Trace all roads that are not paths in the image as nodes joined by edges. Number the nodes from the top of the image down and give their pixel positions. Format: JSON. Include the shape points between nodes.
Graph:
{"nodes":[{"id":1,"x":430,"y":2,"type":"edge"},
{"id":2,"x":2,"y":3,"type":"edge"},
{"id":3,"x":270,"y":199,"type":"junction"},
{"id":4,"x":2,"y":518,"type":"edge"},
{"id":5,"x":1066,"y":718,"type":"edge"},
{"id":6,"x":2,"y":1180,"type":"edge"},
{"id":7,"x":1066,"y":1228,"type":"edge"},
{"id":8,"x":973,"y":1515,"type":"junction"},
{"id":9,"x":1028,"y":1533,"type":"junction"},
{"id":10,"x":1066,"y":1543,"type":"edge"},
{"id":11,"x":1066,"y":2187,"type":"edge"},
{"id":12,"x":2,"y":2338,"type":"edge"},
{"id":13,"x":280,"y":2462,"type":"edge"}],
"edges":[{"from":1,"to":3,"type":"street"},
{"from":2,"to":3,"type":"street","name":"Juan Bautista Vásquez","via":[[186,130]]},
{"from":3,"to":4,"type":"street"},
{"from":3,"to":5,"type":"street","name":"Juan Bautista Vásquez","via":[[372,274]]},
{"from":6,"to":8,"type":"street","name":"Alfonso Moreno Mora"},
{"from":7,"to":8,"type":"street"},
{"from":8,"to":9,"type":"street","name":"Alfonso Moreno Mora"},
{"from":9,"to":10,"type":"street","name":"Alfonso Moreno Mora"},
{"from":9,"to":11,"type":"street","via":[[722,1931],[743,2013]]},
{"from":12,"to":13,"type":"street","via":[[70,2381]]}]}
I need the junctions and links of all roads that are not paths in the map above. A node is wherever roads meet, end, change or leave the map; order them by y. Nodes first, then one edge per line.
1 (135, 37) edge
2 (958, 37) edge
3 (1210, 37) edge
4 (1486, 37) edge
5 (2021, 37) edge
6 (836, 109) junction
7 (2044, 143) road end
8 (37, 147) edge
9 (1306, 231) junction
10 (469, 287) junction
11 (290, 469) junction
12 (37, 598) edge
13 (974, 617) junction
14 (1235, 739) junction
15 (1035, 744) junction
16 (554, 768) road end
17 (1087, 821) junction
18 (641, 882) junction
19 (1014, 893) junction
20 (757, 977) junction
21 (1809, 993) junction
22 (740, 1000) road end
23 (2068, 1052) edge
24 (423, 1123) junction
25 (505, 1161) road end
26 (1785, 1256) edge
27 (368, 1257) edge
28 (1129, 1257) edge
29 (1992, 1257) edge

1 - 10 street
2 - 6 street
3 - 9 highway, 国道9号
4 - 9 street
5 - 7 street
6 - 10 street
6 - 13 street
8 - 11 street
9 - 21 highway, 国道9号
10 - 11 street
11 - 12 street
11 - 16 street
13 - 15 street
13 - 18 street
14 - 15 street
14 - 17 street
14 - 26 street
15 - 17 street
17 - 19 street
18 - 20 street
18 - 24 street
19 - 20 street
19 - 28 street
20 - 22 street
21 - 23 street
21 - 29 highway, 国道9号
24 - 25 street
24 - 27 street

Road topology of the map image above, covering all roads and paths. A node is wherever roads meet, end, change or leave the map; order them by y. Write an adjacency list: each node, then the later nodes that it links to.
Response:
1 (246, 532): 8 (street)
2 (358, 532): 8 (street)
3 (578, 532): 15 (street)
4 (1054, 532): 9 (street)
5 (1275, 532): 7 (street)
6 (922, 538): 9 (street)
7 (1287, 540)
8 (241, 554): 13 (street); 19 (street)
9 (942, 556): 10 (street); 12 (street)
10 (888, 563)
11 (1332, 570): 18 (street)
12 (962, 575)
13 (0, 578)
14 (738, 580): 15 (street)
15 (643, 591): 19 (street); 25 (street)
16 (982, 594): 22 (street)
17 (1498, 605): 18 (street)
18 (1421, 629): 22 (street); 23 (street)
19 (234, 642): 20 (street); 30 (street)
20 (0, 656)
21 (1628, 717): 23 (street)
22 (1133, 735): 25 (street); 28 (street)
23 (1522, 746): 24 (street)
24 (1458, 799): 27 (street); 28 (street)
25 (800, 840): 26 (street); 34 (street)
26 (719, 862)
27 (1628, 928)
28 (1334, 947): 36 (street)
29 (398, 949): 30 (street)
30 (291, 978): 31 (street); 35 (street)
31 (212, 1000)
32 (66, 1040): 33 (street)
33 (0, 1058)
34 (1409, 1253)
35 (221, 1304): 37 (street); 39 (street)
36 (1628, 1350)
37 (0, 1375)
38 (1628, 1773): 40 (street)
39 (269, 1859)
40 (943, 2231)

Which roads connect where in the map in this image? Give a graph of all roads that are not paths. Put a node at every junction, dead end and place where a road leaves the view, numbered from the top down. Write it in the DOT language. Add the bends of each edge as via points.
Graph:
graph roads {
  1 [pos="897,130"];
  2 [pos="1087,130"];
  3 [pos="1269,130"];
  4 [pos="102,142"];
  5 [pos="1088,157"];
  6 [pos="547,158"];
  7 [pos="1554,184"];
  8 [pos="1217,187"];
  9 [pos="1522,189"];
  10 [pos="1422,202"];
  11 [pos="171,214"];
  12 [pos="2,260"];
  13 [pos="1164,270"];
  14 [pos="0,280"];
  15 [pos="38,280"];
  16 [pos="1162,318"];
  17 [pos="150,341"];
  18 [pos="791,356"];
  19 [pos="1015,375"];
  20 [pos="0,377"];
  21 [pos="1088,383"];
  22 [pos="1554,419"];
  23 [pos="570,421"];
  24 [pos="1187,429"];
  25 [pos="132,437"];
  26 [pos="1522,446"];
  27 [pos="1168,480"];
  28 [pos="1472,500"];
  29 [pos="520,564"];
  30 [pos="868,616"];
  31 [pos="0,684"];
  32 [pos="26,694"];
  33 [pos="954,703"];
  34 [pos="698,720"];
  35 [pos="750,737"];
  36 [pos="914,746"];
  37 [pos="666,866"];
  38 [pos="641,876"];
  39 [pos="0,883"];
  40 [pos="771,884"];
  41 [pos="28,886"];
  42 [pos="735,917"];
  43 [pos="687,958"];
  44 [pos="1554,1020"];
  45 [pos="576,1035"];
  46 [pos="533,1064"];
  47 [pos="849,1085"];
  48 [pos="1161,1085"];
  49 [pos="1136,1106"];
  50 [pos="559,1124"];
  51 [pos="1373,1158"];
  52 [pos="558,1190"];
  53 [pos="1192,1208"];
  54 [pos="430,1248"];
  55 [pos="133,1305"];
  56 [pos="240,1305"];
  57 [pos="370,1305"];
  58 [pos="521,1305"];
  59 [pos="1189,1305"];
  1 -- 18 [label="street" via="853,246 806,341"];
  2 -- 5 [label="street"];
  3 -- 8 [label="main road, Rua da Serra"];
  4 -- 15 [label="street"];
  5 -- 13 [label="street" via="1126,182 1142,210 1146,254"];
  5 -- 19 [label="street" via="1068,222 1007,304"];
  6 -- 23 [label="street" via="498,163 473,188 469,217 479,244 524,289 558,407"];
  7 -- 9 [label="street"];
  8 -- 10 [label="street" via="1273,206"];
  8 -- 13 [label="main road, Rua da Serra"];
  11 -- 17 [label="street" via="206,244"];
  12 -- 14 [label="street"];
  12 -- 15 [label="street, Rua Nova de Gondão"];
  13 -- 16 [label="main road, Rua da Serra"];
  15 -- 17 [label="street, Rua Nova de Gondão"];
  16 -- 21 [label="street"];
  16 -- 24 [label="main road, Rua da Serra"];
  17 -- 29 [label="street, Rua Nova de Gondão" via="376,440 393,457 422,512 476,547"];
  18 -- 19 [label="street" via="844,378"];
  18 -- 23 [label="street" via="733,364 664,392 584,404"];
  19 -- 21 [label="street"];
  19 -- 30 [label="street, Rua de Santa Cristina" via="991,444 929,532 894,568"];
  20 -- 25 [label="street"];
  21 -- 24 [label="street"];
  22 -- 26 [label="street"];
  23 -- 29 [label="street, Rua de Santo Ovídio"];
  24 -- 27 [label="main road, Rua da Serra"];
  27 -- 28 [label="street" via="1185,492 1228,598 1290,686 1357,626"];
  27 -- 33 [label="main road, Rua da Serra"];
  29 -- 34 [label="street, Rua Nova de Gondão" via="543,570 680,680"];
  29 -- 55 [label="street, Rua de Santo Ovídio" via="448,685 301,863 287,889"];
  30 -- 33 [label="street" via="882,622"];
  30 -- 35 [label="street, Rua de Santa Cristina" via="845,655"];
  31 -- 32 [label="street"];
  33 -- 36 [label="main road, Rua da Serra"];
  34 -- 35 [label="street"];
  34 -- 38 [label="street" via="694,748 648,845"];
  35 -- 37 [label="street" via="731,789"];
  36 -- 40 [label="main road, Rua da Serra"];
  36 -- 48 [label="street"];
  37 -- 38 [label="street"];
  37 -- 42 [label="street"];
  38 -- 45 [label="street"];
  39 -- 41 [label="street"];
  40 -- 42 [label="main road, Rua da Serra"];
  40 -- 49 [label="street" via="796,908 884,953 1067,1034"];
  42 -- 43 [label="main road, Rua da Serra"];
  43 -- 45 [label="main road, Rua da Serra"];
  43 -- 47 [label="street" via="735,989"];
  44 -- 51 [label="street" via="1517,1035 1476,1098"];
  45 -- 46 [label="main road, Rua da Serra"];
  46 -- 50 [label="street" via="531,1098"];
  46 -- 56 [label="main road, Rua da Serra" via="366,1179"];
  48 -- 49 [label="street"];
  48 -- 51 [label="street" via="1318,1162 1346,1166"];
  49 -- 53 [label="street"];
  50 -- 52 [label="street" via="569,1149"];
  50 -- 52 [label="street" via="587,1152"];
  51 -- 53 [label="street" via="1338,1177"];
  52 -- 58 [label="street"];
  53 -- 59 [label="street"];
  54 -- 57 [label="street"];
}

------

Search the entries above for "Santa". Show every line that has it.

### Task response:
  19 -- 30 [label="street, Rua de Santa Cristina" via="991,444 929,532 894,568"];
  30 -- 35 [label="street, Rua de Santa Cristina" via="845,655"];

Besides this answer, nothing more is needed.